• ACTIVITY: All of the data, word for word and free of pictures, is the expected result.

───── EXTRACTED ENTRIES

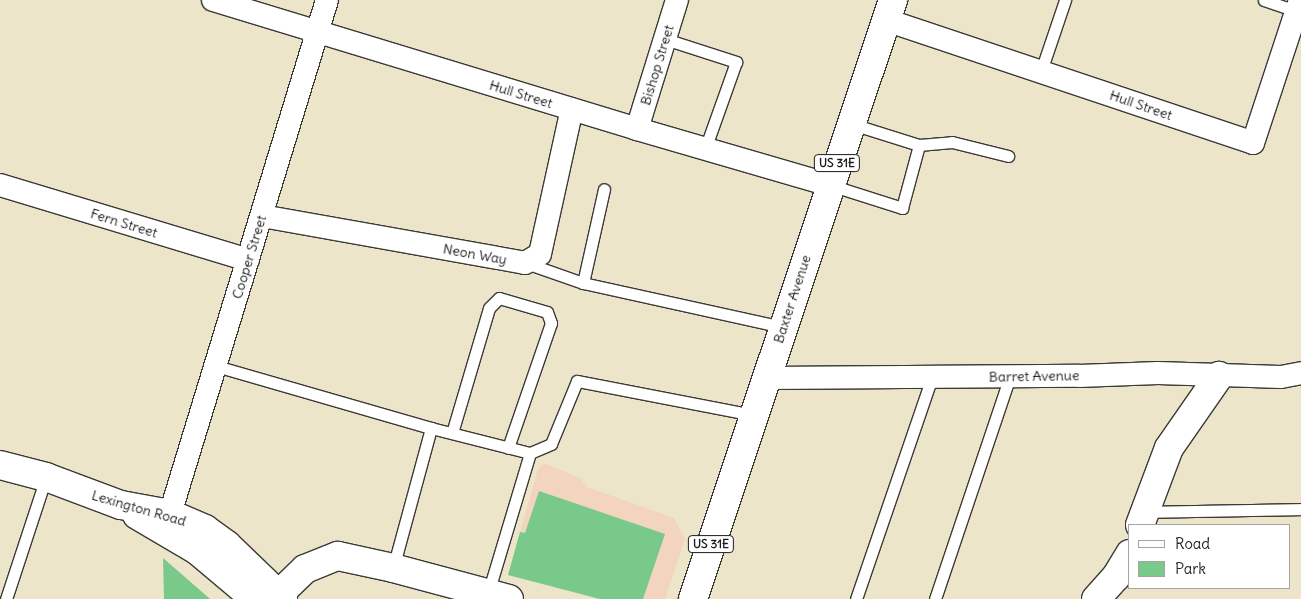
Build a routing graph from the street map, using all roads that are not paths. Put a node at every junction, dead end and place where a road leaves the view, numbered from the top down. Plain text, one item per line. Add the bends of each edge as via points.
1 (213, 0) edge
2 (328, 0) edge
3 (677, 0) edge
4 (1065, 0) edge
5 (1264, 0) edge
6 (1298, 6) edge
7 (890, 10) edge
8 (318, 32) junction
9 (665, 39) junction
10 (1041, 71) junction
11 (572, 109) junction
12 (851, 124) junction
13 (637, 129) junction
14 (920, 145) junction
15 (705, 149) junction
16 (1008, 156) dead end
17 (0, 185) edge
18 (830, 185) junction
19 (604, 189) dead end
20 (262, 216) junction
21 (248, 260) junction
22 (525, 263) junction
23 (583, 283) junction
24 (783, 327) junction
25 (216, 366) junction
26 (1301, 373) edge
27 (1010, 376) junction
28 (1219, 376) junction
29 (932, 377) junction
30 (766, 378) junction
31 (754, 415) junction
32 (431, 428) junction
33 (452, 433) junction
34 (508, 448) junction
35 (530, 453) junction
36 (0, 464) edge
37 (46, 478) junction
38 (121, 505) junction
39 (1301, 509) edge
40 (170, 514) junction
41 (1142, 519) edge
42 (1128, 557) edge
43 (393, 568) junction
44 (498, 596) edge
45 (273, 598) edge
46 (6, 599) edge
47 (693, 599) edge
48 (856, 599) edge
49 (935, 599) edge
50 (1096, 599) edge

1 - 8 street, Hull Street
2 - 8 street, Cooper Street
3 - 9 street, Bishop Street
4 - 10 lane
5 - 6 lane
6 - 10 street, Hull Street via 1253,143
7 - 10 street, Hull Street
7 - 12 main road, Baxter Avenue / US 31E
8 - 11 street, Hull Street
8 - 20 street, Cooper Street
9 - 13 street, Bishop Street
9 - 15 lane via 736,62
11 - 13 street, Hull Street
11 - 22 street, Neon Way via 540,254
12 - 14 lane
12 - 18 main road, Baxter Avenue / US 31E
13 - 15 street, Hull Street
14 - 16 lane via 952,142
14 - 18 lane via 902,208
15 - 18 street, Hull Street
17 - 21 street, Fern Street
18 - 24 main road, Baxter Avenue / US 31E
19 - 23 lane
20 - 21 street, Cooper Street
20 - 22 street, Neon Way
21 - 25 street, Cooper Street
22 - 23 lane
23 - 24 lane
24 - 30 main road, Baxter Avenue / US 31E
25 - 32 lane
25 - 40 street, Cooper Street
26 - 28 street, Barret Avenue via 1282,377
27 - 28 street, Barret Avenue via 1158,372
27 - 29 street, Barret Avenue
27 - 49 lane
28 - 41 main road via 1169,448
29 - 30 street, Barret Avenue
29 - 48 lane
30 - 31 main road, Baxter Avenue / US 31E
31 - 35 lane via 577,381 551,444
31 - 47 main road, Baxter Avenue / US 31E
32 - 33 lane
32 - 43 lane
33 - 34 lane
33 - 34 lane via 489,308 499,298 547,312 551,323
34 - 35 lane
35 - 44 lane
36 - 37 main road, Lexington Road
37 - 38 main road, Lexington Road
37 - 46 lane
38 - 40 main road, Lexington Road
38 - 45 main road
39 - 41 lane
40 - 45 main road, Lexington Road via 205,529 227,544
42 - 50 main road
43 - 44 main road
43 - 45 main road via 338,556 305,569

──────────

• THE ANSWER:
Build a routing graph from the street map, using all roads that are not paths. Put a node at every junction, dead end and place where a road leaves the view, numbered from the top down. Plain text, one item per line. Add the bends of each edge as via points.
1 (213, 0) edge
2 (328, 0) edge
3 (677, 0) edge
4 (1065, 0) edge
5 (1264, 0) edge
6 (1298, 6) edge
7 (890, 10) edge
8 (318, 32) junction
9 (665, 39) junction
10 (1041, 71) junction
11 (572, 109) junction
12 (851, 124) junction
13 (637, 129) junction
14 (920, 145) junction
15 (705, 149) junction
16 (1008, 156) dead end
17 (0, 185) edge
18 (830, 185) junction
19 (604, 189) dead end
20 (262, 216) junction
21 (248, 260) junction
22 (525, 263) junction
23 (583, 283) junction
24 (783, 327) junction
25 (216, 366) junction
26 (1301, 373) edge
27 (1010, 376) junction
28 (1219, 376) junction
29 (932, 377) junction
30 (766, 378) junction
31 (754, 415) junction
32 (431, 428) junction
33 (452, 433) junction
34 (508, 448) junction
35 (530, 453) junction
36 (0, 464) edge
37 (46, 478) junction
38 (121, 505) junction
39 (1301, 509) edge
40 (170, 514) junction
41 (1142, 519) edge
42 (1128, 557) edge
43 (393, 568) junction
44 (498, 596) edge
45 (273, 598) edge
46 (6, 599) edge
47 (693, 599) edge
48 (856, 599) edge
49 (935, 599) edge
50 (1096, 599) edge

1 - 8 street, Hull Street
2 - 8 street, Cooper Street
3 - 9 street, Bishop Street
4 - 10 lane
5 - 6 lane
6 - 10 street, Hull Street via 1253,143
7 - 10 street, Hull Street
7 - 12 main road, Baxter Avenue / US 31E
8 - 11 street, Hull Street
8 - 20 street, Cooper Street
9 - 13 street, Bishop Street
9 - 15 lane via 736,62
11 - 13 street, Hull Street
11 - 22 street, Neon Way via 540,254
12 - 14 lane
12 - 18 main road, Baxter Avenue / US 31E
13 - 15 street, Hull Street
14 - 16 lane via 952,142
14 - 18 lane via 902,208
15 - 18 street, Hull Street
17 - 21 street, Fern Street
18 - 24 main road, Baxter Avenue / US 31E
19 - 23 lane
20 - 21 street, Cooper Street
20 - 22 street, Neon Way
21 - 25 street, Cooper Street
22 - 23 lane
23 - 24 lane
24 - 30 main road, Baxter Avenue / US 31E
25 - 32 lane
25 - 40 street, Cooper Street
26 - 28 street, Barret Avenue via 1282,377
27 - 28 street, Barret Avenue via 1158,372
27 - 29 street, Barret Avenue
27 - 49 lane
28 - 41 main road via 1169,448
29 - 30 street, Barret Avenue
29 - 48 lane
30 - 31 main road, Baxter Avenue / US 31E
31 - 35 lane via 577,381 551,444
31 - 47 main road, Baxter Avenue / US 31E
32 - 33 lane
32 - 43 lane
33 - 34 lane
33 - 34 lane via 489,308 499,298 547,312 551,323
34 - 35 lane
35 - 44 lane
36 - 37 main road, Lexington Road
37 - 38 main road, Lexington Road
37 - 46 lane
38 - 40 main road, Lexington Road
38 - 45 main road
39 - 41 lane
40 - 45 main road, Lexington Road via 205,529 227,544
42 - 50 main road
43 - 44 main road
43 - 45 main road via 338,556 305,569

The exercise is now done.